[DATA RECORDS]
+ + + +

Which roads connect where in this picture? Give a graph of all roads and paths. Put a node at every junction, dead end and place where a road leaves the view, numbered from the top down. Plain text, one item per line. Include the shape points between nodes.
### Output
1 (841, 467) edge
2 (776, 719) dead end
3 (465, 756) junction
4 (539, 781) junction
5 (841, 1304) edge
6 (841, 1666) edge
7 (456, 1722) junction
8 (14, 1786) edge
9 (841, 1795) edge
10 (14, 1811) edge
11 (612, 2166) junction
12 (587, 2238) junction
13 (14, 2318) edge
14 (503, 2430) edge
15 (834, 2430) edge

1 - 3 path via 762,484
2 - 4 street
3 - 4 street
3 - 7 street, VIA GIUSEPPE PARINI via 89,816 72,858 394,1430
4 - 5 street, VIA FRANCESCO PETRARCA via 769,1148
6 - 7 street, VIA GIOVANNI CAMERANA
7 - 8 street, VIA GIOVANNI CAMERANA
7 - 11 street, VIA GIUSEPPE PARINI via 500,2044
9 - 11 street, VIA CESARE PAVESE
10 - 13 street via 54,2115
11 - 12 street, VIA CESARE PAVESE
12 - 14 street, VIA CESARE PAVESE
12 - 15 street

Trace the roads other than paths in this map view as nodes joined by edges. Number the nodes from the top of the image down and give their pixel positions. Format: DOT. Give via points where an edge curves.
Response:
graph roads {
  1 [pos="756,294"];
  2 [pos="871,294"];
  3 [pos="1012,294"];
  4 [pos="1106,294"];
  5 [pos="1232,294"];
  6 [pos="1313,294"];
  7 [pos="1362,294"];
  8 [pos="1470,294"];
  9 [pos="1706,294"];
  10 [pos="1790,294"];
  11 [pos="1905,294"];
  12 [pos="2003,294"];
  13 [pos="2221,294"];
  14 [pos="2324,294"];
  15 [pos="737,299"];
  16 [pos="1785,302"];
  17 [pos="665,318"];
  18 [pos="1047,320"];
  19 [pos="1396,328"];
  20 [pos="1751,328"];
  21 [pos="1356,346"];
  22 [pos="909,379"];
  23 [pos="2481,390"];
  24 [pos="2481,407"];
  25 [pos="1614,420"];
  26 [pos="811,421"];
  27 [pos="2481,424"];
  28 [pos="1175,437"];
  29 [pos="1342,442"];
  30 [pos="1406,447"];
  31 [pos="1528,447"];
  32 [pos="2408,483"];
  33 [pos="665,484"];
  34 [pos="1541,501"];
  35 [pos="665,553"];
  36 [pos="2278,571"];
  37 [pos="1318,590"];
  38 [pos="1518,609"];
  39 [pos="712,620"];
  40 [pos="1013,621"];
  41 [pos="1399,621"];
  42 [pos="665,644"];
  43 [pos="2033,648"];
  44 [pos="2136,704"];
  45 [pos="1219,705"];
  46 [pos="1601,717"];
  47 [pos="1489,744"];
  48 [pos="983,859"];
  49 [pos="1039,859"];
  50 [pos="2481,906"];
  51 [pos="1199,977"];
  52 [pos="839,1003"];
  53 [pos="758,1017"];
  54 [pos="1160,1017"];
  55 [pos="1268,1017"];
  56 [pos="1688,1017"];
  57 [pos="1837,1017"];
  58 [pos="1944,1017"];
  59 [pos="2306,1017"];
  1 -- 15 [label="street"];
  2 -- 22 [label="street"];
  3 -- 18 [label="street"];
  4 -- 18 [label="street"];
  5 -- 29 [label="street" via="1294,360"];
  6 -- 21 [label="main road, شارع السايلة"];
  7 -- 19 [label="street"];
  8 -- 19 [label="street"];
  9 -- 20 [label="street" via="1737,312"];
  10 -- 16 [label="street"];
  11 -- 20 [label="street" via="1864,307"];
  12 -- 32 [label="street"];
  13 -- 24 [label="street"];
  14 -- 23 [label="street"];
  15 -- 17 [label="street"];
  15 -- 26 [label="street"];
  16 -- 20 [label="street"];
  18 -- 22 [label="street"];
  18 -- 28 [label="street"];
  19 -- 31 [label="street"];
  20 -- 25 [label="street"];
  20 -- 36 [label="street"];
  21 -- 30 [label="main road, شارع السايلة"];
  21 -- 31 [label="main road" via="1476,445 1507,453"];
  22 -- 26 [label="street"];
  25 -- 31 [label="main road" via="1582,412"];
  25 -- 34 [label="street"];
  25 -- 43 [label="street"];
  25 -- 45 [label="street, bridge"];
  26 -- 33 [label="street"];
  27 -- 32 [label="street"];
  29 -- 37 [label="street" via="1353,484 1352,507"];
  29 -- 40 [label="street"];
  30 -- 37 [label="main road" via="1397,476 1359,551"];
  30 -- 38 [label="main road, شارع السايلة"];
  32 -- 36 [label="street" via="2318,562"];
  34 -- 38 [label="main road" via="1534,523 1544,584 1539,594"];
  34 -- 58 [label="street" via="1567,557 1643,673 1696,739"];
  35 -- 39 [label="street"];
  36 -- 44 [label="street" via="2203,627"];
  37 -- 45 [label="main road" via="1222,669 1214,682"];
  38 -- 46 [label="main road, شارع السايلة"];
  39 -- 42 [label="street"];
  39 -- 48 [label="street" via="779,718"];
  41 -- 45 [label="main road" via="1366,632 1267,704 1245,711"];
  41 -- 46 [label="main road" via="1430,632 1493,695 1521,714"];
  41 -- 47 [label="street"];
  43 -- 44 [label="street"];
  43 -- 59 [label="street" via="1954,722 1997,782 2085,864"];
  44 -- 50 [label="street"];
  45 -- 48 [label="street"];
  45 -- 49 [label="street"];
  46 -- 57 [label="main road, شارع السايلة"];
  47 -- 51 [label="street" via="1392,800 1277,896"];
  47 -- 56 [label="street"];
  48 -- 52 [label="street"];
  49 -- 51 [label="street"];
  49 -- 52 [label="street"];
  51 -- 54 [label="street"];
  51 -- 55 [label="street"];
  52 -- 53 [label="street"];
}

+ + + +

[WHAT THE TASK ASKS]
Every line in the data that holds the string "GIOVANNI" should be returned.

[WRITTEN ANSWER]
6 - 7 street, VIA GIOVANNI CAMERANA
7 - 8 street, VIA GIOVANNI CAMERANA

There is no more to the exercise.